Com temporada até 28 de junho, a comédia utiliza humor, cultura pop e música para refletir sobre os desafios dos relacionamentos heterossexuais contemporâneos.
Idealizada, escrita e protagonizada por Bruna Sigmaringa e Cristina Mascarenhas, a montagem tem direção e colaboração dramatúrgica de Alessandra Carvalho. A peça surgiu a partir de reflexões das artistas sobre como estruturas machistas continuam presentes nas relações afetivas e nos espaços de convivência.
A trama acompanha duas mulheres em busca de uma espécie de “utopia hétero”, um lugar imaginário onde relações equilibradas, saudáveis e generosas seriam possíveis. Ao longo da jornada, porém, elas se deparam com situações que revelam as contradições, expectativas e frustrações da vida amorosa contemporânea.
A dramaturgia foi construída a partir de relatos autobiográficos, histórias compartilhadas por amigas, improvisações e observações do cotidiano. O resultado é uma sequência de esquetes costuradas por duas personagens futuristas que atravessam aplicativos de relacionamento, encontros fracassados, contos de fadas e situações absurdas enquanto analisam diferentes perfis masculinos.
Entre humor e crítica social, o espetáculo apresenta personagens inusitados, princesas empoderadas, cientistas improváveis, figuras inspiradas em mitologias e uma heroína criada para abordar o prazer feminino com irreverência.

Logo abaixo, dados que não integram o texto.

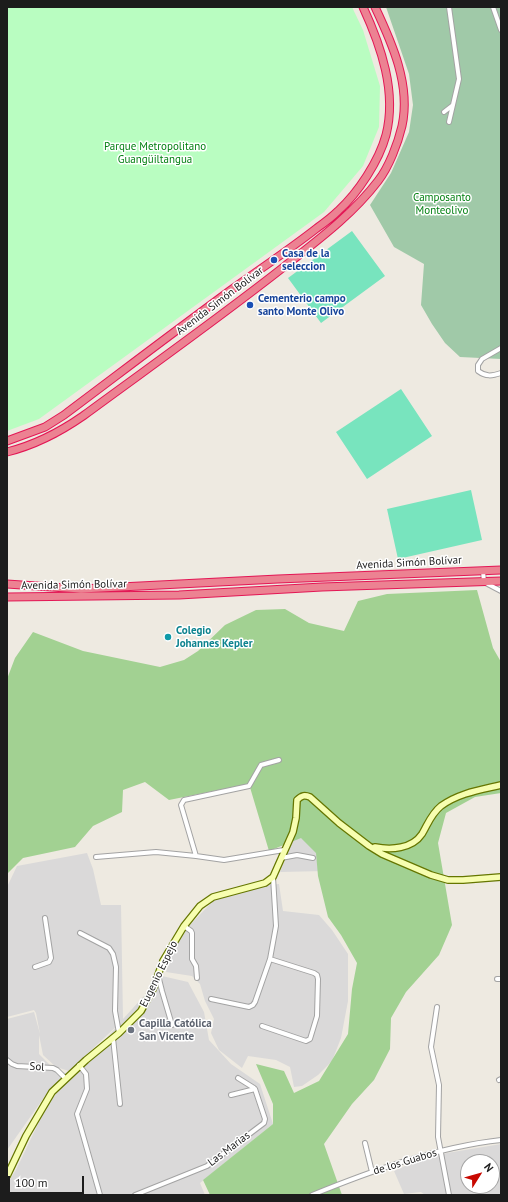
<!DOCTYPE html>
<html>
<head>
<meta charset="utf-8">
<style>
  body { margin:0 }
  #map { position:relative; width:508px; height:1202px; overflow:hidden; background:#eeeae1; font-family:"PT Sans",sans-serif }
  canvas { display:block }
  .frame { position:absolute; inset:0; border:8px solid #1c1c1c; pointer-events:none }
  .north { position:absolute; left:460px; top:1154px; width:40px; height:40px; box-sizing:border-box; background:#fff; border:1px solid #a4a4a4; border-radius:50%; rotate:53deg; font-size:11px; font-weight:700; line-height:16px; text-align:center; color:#1c1c1c }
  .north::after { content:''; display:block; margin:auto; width:14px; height:18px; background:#c80800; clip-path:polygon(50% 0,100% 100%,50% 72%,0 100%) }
  .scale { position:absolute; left:8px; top:1176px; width:76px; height:18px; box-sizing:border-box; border:2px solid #1c1c1c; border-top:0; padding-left:5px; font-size:12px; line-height:14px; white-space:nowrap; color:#1c1c1c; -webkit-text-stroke:3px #fff; paint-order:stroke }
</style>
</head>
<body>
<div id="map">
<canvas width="508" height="1202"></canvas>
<div class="frame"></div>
<div class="north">N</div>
<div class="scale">100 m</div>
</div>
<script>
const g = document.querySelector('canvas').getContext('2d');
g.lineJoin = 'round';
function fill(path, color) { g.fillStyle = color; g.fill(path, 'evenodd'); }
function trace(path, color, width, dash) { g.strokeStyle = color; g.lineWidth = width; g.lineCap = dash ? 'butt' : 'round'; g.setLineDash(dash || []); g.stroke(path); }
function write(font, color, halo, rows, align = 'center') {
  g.font = font + ' "PT Sans",sans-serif'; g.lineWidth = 3; g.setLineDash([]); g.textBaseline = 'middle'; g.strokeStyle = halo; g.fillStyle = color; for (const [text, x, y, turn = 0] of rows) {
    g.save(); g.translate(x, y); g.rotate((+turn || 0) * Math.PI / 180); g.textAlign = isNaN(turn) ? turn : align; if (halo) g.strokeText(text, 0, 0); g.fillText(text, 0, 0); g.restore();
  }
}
fill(new Path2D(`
  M296 832 327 860 325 871 280 872Z
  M87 853 93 869 101 905H121L123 1019 162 976 188 982 204 1012 209 1040 231 1064 260 1084 273 1124 200 1183 205 1195H7V1184L16 1170 48 1103 120 1023 69 1071 56 1067 43 1055 39 1035V1054L51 1066 67 1074 45 1096 7 1150V1019L34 1012 40 1034 36 1013 34 1010 7 1017V887L17 866Z
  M279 884 283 911 319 915 332 930 348 954V1001L341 1038 332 1061 318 1075 302 1086 294 1087 290 1067 276 1060 248 1056 242 1068 219 1050 211 1033 214 1019 205 1001 200 984 192 976 166 972 172 953 187 928 214 900 268 885Z
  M501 1144V1195H425L421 1192 404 1194 394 1171 414 1162 447 1153ZM468 1162H492V1186H468Z`), '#dad9d9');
fill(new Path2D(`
  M477 590 493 648 501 662V793L475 797 446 813 438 843 452 925 439 955 406 992 391 1018 390 1049 374 1080 352 1104 324 1144 342 1195H210L203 1180 273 1124V1104L256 1064 284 1071 294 1093 319 1081 348 1034 352 989 357 963 341 935 328 917 318 876 316 853 301 838 269 851 249 784 169 800 145 782 123 790 122 812 93 826 75 847 23 858 7 874V679L15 658 33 632 83 651 160 667 184 660 198 651 225 625 256 610 285 609 309 623 344 631 358 601 387 594Z`), '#a2d192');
fill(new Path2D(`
  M386 7H501V359L460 357 445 343 432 324 421 305 424 264 394 247 370 205 391 173 409 132 413 105 409 74Z`), '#a0c9a8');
fill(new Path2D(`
  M7 7H352L363 30 380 86 379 127 363 166 324 212 39 419 7 431Z`), '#b9fdc1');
fill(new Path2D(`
  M352 231 385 276 321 323 288 278Z
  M401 389 432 436 367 479 336 432Z
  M471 490 482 540 398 559 387 509Z`), '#78e4be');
const street = new Path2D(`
  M493 7 501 30
  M444 112 453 105
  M449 122 459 79 449 7
  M501 348 482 359 478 365V371C486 377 492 376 501 373
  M483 571 484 582 501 591
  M196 856 181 805 184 800 249 786 261 765 279 760
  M96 857 156 852 196 856 224 860 284 850
  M281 858 297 855 313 858
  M184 926 191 931 192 933V959L196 966 197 978
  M80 933 109 948 113 954 116 967 115 1011 119 1033
  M35 967 49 962 51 958 45 918
  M158 975 162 991 172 1025
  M497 979H501
  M211 999 249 1007 253 1005 255 1002 270 959 276 926 273 877
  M437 1007 431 1047 439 1085 438 1137 449 1195
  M262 1026 306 1041 310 1039 317 1016 318 979 317 975 314 973 270 959
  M113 1038 120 1104
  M7 1060 12 1064 17 1066 53 1068 57 1070 65 1078
  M79 1065 86 1074 87 1089 77 1114 100 1195
  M238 1078 254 1088
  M499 1080 501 1079
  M365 1143 372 1172
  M135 1195 207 1166 264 1123 265 1119 255 1089 231 1095
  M312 1195C371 1171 437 1147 501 1140`);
const secondary = new Path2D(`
  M375 847C391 850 412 849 422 834 428 824 431 814 441 806 459 793 480 790 501 785
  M7 1176 26 1136 52 1092 86 1060 119 1033 141 1011 153 989 163 961 184 926 200 906 213 897 265 883 273 877 293 832 296 818 297 800C302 795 305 795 310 797L339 823 369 846 382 854 431 875 448 880H463L501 877`);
const highway = new Path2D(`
  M7 441 45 427 64 415C120 373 175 331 231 290 260 269 289 250 317 228 324 223 332 217 338 211 358 193 379 161 386 135 397 92 381 46 363 7
  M7 452C35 445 60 432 83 416 151 366 219 318 285 266 318 240 352 215 378 181 389 167 398 143 402 126 411 85 392 43 375 7
  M7 584 81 589 278 579 501 570
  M7 597 179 595 322 587 501 581`);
trace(street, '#a3a3a3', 6);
trace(secondary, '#657600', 8);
trace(highway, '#e31755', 9);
trace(street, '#fff', 4);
trace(secondary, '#f7feb0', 5.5);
trace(highway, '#ec8292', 7);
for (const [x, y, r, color] of [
  [274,260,4,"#1a4fb4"],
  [250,305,4,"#1a4fb4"],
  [168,637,4,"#0f9aa8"],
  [131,1030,4,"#6b7280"]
]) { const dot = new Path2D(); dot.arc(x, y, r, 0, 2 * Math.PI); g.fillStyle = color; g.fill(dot); trace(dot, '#fff', 1.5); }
write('11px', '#048113', '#fff', [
  ["Parque Metropolitano",155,147],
  ["Guangüiltangua",155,160],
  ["Camposanto",442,198],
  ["Monteolivo",442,211]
]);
write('bold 11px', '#164399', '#fff', [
  ["Casa de la",282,254],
  ["seleccion",282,267],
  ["Cementerio campo",258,299],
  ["santo Monte Olivo",258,312]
], 'left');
write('11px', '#1c1c1c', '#fff', [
  ["Avenida Simón Bolívar",220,301,-37],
  ["Avenida Simón Bolívar",409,563,-3],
  ["Avenida Simón Bolívar",74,585,-1],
  ["Eugenio Espejo",159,974,-64],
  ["Sol",37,1067,3],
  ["Las Marias",229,1149,-37],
  ["de los Guabos",405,1162,-17]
]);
write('bold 11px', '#0d838f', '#fff', [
  ["Colegio",176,631],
  ["Johannes Kepler",176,644]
], 'left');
write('bold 11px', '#5b616d', '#fff', [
  ["Capilla Católica",139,1024],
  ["San Vicente",139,1037]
], 'left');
</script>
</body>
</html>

A proposta é discutir questões contemporâneas sem abrir mão da comicidade e da identificação com o público.
A encenação aposta em uma estética dinâmica, com múltiplos personagens interpretados pelas duas atrizes por meio de rápidas transformações em cena. A cenografia minimalista é complementada por projeções audiovisuais, vídeos e recursos digitais que ampliam os universos apresentados ao longo da narrativa.
A montagem também utiliza inteligência artificial na criação da personagem que conduz simbolicamente parte da história. A voz é da influenciadora Jaque Conserta, conhecida nas redes sociais por seus conteúdos sobre machismo cotidiano e autonomia feminina.
Apesar de abordar frustrações, desencontros e desafios afetivos, “Heterotopia” aposta na amizade, no humor e na possibilidade de seguir acreditando nas relações humanas, mesmo diante das imperfeições da vida real.
Ficha Técnica:
Idealização, dramaturgia, atuação e produção: Bruna Sigmaringa e Cristina Mascarenhas
Direção e colaboração dramatúrgica: Alessandra Carvalho
Assistência de direção: Fernanda Brandt
Cenografia e figurino: Bea Simões
Sonoplastia: Thais Tomaz
Iluminação: Yasmim Lira
Colaboração em direção de movimento: Bárbara Abi-Rihan
Sinopse
Duas pessoas embarcam em uma jornada em busca de uma “utopia hétero”, um lugar onde relações saudáveis e equilibradas finalmente seriam possíveis. Entre encontros, desencontros e situações absurdas, elas investigam os desafios dos relacionamentos contemporâneos e descobrem que talvez a perfeição amorosa seja apenas uma fantasia.